= Tara Dakides =

American snowboarder

Tara Dakides (born August 20, 1975) is an American snowboarder and co-owner of O-matic Snowboards. She was born in Mission Viejo, California, and has snowboarded since she was 13 years old. She now resides in Mammoth Lakes, California.

==Career==
As a child, she took part in gymnastics and skateboarding. When she was a teenager, she branched out into several other more dangerous sports and became involved in motocross, surfing, mountain- and snow-based sports. This variety of sports experience gave her an edge in the X Games competitions.

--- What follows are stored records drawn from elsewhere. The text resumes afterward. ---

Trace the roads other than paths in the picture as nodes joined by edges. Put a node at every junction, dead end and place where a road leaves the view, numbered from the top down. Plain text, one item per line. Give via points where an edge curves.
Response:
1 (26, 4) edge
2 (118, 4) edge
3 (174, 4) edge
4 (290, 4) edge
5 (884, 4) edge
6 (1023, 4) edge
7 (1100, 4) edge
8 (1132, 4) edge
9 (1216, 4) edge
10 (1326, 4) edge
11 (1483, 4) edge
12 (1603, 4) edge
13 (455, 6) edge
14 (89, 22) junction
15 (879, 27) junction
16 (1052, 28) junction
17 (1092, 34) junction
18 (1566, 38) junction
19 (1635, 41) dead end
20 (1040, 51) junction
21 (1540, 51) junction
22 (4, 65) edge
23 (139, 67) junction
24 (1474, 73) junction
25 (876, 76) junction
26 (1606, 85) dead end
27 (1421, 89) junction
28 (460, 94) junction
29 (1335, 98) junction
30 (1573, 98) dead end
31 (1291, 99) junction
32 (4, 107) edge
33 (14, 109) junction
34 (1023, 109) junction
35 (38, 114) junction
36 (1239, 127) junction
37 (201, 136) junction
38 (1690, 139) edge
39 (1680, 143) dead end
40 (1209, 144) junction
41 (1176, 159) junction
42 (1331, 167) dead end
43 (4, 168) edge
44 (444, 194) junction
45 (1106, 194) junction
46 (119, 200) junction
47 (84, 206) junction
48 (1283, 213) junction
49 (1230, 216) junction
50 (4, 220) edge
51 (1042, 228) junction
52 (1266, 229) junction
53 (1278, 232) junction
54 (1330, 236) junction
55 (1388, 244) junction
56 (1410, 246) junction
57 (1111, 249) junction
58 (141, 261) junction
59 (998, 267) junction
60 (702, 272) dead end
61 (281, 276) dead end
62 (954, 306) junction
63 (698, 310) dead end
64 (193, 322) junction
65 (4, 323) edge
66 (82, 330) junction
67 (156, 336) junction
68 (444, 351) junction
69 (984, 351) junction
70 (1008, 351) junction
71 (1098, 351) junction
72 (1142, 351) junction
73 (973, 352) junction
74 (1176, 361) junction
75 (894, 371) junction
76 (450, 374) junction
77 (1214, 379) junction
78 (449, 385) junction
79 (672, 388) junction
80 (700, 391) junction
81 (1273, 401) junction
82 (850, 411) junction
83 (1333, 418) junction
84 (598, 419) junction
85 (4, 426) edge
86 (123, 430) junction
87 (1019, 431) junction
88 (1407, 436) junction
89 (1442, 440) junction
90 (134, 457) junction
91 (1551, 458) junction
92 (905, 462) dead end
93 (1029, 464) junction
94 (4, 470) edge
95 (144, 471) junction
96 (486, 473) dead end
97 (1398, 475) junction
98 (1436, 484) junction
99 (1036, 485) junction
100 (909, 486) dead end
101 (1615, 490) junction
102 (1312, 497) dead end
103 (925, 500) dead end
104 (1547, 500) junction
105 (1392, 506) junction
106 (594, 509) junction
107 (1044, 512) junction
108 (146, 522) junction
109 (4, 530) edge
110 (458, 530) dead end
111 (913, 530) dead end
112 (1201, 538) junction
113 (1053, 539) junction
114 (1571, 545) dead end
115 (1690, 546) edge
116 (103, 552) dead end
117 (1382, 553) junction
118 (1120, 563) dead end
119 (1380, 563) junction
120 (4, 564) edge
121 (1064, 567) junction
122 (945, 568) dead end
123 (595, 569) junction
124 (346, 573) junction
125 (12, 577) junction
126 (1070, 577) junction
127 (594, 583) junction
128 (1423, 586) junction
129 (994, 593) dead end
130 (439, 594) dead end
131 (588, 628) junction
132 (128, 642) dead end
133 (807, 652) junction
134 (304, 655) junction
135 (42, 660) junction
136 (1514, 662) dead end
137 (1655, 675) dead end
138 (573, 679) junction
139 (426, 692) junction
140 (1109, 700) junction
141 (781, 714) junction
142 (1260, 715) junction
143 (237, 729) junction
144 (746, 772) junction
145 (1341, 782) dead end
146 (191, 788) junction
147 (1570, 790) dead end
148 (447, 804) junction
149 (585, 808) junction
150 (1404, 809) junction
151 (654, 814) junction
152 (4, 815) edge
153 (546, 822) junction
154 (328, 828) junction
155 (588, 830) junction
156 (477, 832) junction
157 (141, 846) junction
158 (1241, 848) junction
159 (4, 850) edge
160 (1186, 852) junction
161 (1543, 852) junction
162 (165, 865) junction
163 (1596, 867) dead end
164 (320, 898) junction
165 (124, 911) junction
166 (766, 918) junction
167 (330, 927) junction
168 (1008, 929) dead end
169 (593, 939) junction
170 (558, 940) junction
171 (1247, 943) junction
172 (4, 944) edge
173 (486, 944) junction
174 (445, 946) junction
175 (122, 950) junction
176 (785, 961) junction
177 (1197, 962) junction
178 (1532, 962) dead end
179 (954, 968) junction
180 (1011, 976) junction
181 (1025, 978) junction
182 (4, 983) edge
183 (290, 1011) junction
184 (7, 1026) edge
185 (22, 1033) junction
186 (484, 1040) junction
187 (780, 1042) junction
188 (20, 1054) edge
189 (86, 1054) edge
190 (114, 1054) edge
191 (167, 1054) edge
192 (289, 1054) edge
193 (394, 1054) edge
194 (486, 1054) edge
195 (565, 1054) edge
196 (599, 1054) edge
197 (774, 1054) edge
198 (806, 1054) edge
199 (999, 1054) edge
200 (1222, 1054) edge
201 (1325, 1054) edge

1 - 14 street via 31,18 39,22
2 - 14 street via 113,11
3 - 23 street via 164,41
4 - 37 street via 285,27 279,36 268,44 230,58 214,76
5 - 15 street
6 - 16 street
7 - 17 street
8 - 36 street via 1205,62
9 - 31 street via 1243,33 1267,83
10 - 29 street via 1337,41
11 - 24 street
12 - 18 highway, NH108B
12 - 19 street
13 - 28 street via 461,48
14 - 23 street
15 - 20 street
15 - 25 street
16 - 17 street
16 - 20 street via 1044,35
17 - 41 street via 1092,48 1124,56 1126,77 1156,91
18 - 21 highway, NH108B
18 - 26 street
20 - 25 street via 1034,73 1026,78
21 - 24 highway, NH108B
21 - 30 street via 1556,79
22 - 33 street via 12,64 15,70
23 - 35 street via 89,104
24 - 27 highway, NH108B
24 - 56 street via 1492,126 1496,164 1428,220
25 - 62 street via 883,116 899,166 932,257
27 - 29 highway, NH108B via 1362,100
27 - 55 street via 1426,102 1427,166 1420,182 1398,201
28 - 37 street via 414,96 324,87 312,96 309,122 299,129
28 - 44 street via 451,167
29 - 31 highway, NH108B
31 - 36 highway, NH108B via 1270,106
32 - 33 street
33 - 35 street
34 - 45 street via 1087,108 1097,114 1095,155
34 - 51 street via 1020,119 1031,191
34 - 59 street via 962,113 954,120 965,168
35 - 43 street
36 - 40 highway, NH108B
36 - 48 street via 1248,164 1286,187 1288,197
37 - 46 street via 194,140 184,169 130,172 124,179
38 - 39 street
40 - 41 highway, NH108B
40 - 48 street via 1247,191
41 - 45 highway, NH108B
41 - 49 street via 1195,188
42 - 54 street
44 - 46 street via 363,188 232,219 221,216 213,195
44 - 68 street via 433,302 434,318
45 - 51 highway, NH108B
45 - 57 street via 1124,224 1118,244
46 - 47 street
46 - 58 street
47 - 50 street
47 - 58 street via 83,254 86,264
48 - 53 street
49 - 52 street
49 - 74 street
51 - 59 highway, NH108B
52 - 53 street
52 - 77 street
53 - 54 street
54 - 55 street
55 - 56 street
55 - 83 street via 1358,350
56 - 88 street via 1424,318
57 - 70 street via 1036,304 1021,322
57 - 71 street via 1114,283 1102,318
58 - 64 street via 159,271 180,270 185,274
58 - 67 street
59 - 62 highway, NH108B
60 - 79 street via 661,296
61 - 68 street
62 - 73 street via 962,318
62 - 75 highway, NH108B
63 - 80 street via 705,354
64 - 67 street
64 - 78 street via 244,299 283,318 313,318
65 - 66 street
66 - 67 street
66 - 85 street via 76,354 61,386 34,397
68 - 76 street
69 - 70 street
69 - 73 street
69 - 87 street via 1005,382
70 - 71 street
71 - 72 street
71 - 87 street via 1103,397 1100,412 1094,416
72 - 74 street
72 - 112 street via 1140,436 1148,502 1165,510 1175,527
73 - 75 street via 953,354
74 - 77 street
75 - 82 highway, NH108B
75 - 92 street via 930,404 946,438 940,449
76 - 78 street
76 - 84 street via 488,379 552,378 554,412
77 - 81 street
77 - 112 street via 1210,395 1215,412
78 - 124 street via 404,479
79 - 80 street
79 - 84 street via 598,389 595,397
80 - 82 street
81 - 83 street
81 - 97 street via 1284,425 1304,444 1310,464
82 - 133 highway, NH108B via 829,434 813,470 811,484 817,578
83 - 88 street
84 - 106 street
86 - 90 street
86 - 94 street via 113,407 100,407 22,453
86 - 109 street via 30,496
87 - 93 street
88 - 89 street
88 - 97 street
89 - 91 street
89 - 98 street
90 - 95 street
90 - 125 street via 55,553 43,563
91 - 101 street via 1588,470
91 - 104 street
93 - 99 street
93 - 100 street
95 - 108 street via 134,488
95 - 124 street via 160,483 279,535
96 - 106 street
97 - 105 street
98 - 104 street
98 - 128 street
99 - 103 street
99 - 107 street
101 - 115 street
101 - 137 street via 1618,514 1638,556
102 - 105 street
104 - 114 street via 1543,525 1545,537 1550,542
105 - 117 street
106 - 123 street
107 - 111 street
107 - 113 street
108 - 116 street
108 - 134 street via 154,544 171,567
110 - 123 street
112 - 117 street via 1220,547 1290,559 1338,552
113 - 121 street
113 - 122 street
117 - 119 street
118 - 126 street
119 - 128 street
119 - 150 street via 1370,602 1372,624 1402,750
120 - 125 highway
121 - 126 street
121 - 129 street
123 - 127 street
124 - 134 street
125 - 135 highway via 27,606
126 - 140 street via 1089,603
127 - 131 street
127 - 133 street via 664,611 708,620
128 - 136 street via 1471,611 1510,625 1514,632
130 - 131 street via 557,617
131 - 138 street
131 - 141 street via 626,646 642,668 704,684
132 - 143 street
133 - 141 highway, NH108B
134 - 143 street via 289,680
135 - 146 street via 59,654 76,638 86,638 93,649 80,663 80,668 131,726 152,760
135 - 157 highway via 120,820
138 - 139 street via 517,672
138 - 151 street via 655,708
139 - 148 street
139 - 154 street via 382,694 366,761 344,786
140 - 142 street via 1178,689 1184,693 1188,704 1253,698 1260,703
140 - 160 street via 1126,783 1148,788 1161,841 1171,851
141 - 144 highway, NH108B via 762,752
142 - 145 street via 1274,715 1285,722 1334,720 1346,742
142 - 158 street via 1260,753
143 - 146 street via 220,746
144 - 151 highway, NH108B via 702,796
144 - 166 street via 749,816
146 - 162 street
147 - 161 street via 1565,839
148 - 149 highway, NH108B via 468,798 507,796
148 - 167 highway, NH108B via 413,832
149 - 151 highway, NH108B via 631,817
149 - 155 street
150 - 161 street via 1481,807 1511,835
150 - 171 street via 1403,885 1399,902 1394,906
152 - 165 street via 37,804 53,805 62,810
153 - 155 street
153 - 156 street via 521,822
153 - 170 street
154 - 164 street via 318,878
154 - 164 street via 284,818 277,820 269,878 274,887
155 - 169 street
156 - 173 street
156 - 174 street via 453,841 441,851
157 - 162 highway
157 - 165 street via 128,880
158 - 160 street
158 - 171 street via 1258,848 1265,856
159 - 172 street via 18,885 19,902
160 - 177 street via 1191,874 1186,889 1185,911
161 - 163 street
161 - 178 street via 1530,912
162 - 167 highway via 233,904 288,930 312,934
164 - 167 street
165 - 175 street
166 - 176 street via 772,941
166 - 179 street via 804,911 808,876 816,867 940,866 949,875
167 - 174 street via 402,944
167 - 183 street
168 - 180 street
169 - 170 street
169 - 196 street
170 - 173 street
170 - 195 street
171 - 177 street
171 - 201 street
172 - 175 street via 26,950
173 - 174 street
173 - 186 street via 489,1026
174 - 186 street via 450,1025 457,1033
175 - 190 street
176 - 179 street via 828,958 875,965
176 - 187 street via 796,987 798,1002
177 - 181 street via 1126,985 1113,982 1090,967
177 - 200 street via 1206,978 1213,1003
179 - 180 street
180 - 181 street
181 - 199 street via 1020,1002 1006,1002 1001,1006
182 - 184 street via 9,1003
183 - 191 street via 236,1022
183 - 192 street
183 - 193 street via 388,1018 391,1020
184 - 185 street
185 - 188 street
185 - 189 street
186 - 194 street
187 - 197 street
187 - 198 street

At the Winter X Games in 1999, Dakides won a silver medal in slopestyle and a gold in big air. In 2000, she won two gold medals, one in slopestyle with a combined score of 88.50 after three runs, the other in big air with a combined score of 78.00. In 2001, she won another big air gold medal with a score of 89.00, and finished seventh in slopestyle. At the 2001 Sims World Championships, she was first in slopestyle and fifth in big air. At the 2002 X Games, she won her third slopestyle gold medal. She also received EXPN's Snowboarder of the Year award.

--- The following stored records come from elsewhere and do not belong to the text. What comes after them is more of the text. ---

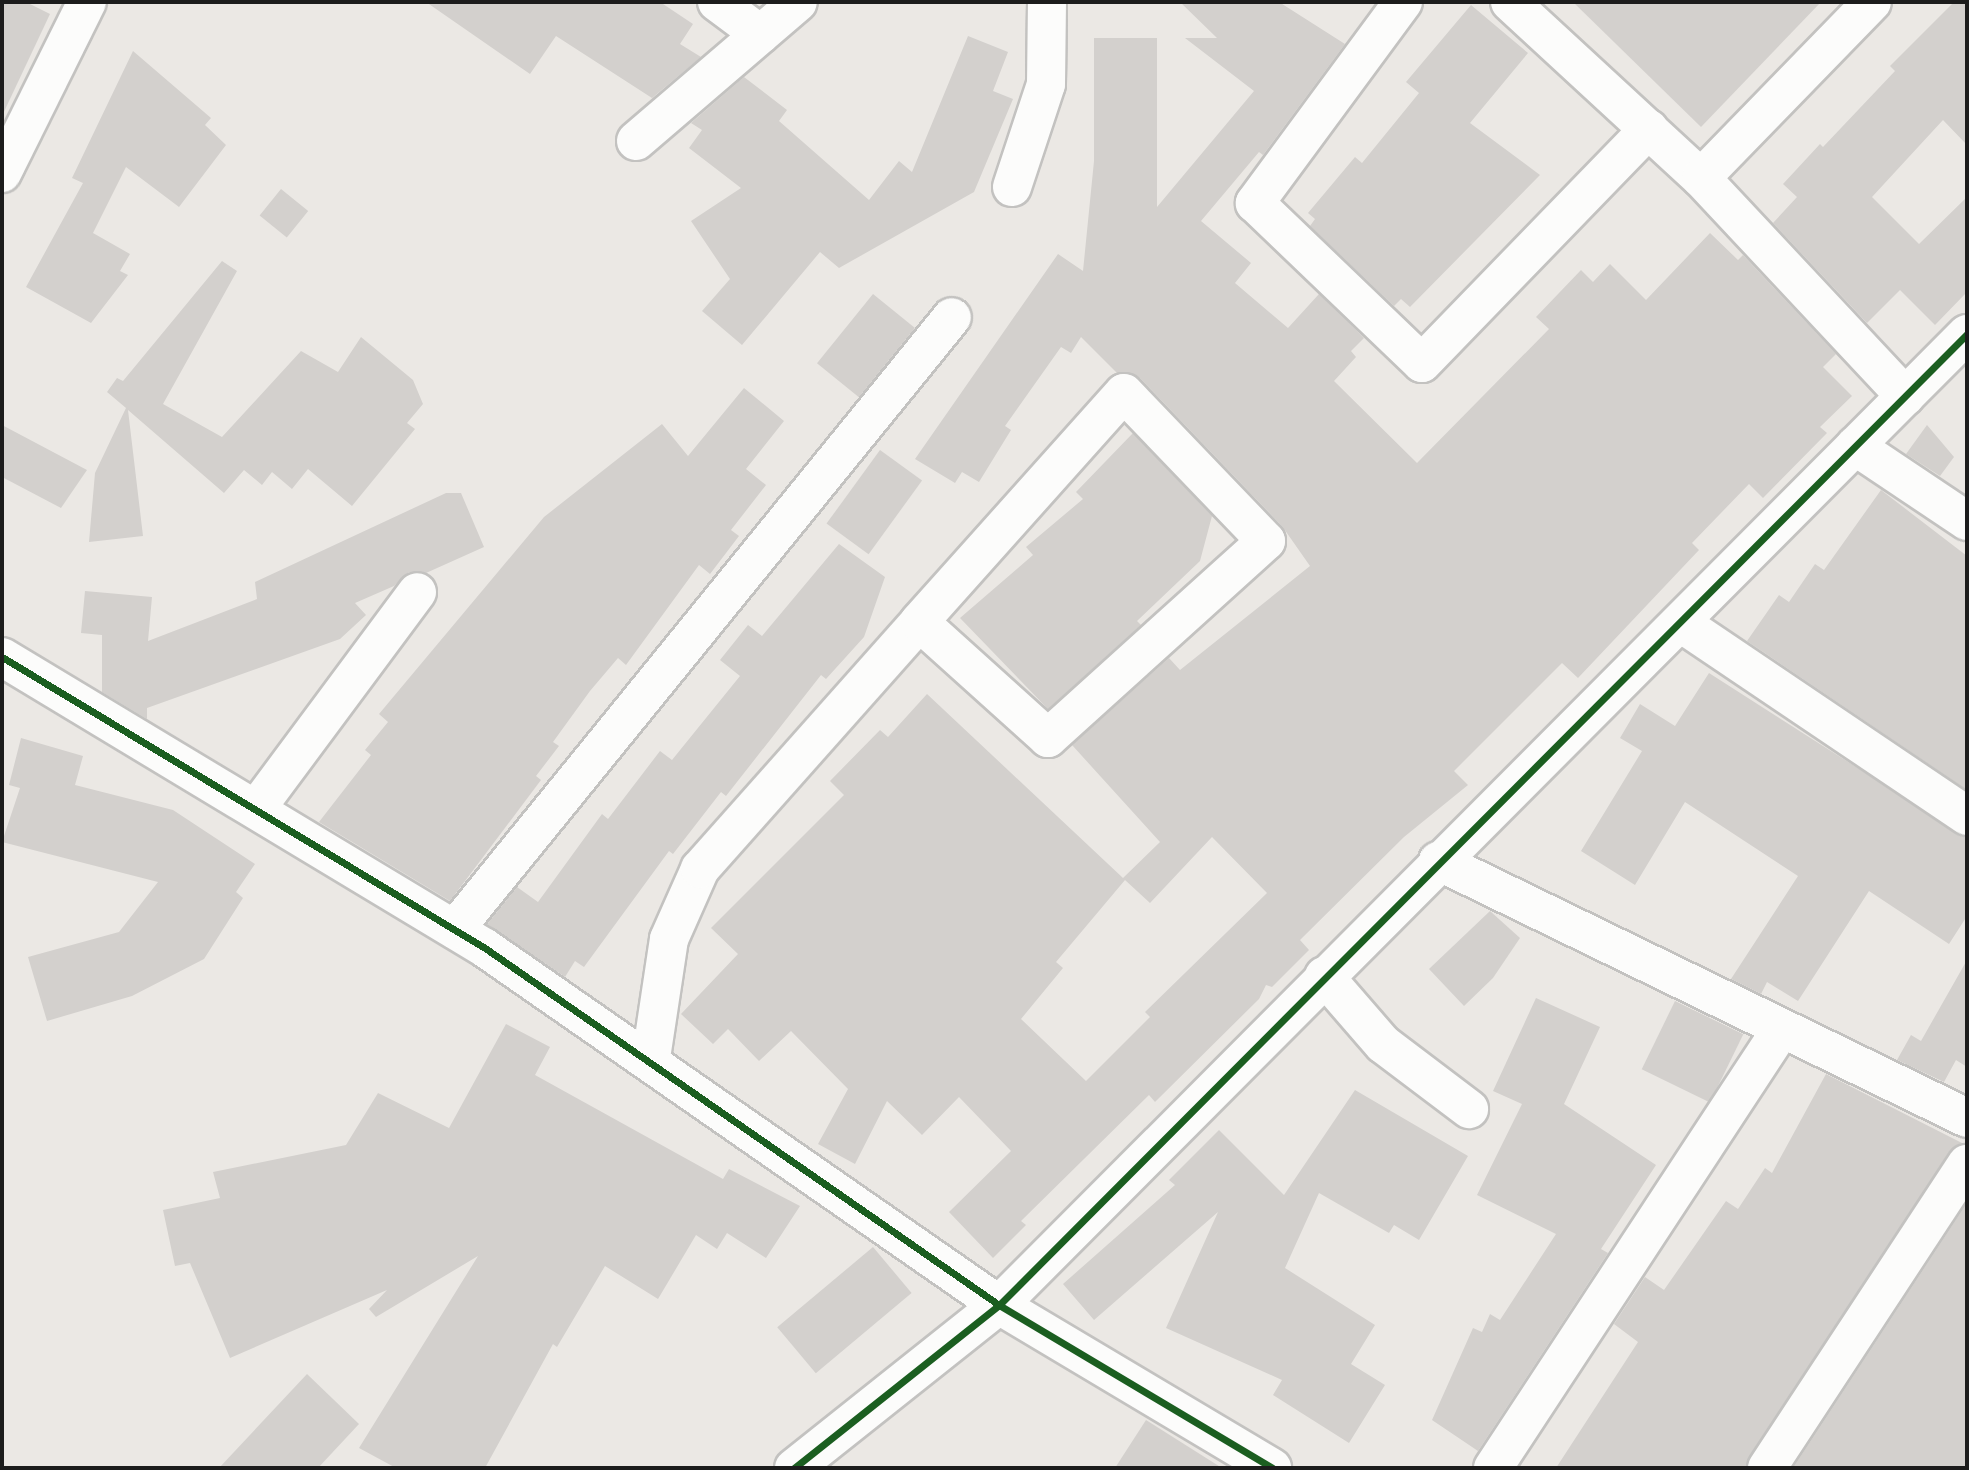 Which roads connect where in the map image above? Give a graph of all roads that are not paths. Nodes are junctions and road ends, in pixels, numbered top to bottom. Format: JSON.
{"nodes":[{"id":1,"x":87,"y":2,"type":"edge"},
{"id":2,"x":717,"y":2,"type":"edge"},
{"id":3,"x":798,"y":2,"type":"edge"},
{"id":4,"x":1047,"y":2,"type":"edge"},
{"id":5,"x":1403,"y":2,"type":"edge"},
{"id":6,"x":1510,"y":2,"type":"edge"},
{"id":7,"x":1861,"y":5,"type":"edge"},
{"id":8,"x":760,"y":34,"type":"junction"},
{"id":9,"x":1649,"y":128,"type":"junction"},
{"id":10,"x":636,"y":141,"type":"dead end"},
{"id":11,"x":2,"y":173,"type":"edge"},
{"id":12,"x":1701,"y":178,"type":"junction"},
{"id":13,"x":1012,"y":187,"type":"dead end"},
{"id":14,"x":952,"y":317,"type":"dead end"},
{"id":15,"x":1967,"y":334,"type":"edge"},
{"id":16,"x":1905,"y":396,"type":"junction"},
{"id":17,"x":1855,"y":446,"type":"junction"},
{"id":18,"x":1967,"y":521,"type":"edge"},
{"id":19,"x":417,"y":592,"type":"dead end"},
{"id":20,"x":919,"y":622,"type":"junction"},
{"id":21,"x":1681,"y":623,"type":"junction"},
{"id":22,"x":2,"y":656,"type":"edge"},
{"id":23,"x":256,"y":809,"type":"junction"},
{"id":24,"x":1967,"y":816,"type":"edge"},
{"id":25,"x":1438,"y":861,"type":"junction"},
{"id":26,"x":455,"y":929,"type":"junction"},
{"id":27,"x":1324,"y":976,"type":"junction"},
{"id":28,"x":1782,"y":1028,"type":"junction"},
{"id":29,"x":651,"y":1058,"type":"junction"},
{"id":30,"x":1469,"y":1109,"type":"dead end"},
{"id":31,"x":1967,"y":1118,"type":"edge"},
{"id":32,"x":1967,"y":1164,"type":"edge"},
{"id":33,"x":999,"y":1305,"type":"junction"},
{"id":34,"x":793,"y":1468,"type":"edge"},
{"id":35,"x":1272,"y":1468,"type":"edge"},
{"id":36,"x":1493,"y":1468,"type":"edge"},
{"id":37,"x":1767,"y":1468,"type":"edge"}],
"edges":[{"from":1,"to":11,"type":"street"},
{"from":2,"to":8,"type":"street"},
{"from":3,"to":8,"type":"street"},
{"from":4,"to":13,"type":"street"},
{"from":5,"to":9,"type":"street"},
{"from":6,"to":9,"type":"street"},
{"from":7,"to":12,"type":"street"},
{"from":8,"to":10,"type":"street"},
{"from":9,"to":12,"type":"street"},
{"from":12,"to":16,"type":"street"},
{"from":14,"to":26,"type":"street"},
{"from":15,"to":16,"type":"street"},
{"from":16,"to":17,"type":"street"},
{"from":17,"to":18,"type":"street"},
{"from":17,"to":21,"type":"street"},
{"from":19,"to":23,"type":"street"},
{"from":20,"to":20,"type":"street"},
{"from":20,"to":29,"type":"street"},
{"from":21,"to":24,"type":"street"},
{"from":21,"to":25,"type":"street"},
{"from":22,"to":23,"type":"street"},
{"from":23,"to":26,"type":"street"},
{"from":25,"to":27,"type":"street"},
{"from":25,"to":28,"type":"street"},
{"from":26,"to":29,"type":"street"},
{"from":27,"to":30,"type":"street"},
{"from":27,"to":33,"type":"street"},
{"from":28,"to":31,"type":"street"},
{"from":28,"to":36,"type":"street"},
{"from":29,"to":33,"type":"street"},
{"from":32,"to":37,"type":"street"},
{"from":33,"to":34,"type":"street"},
{"from":33,"to":35,"type":"street"}]}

In May 2003, Dakides participated in the Gumball 3000 rally race. She continues to race in motocross, shifter carts in addition to racing in the Baja 1000 competition.

==Media==
She has appeared as a cover model for various sports magazines and has appeared in various video games. In 2001, she was on the cover of Sports Illustrated and was named "The Coolest Sports Woman in 2001".

Dakides was featured on Spike TV's special edition of MXC on April 22, 2004 which was taped at the Universal Orlando Resort in Orlando, Florida and was dubbed MXC Almost Live. At the end of the episode, Dakides successfully ran the Log Drop after being challenged by Tony Hawk.

During her appearance on the Late Show with David Letterman in 2004, Dakides attempted to perform a stunt outside the Ed Sullivan Theater but fell 15 feet from a ramp while not wearing a helmet, prompting the remainder of the episode's taping to be canceled and a rerun to be aired in its place. She was taken to hospital and required stitches on the back of her head. She recovered and returned to the show for an interview a few days later.

Dakides is a spokesperson for the Surfrider Foundation, a non-profit environmental organization.

Dakides was nominated for the 2005 Teen Choice Awards in the category of Choice Xtreme Athlete - Female, losing out to surfer Layne Beachley. She was ranked #90 on FHM's 100 Sexiest Women of 2004. She was featured in episode 62 of MTV Cribs.

Dakides appeared as the captain of the Denver Hurlers on Game Show Network's show Extreme Dodgeball. She also had a role in the film Chalet Girl in which she played herself and starred alongside Gossip Girl star Ed Westwick and Felicity Jones.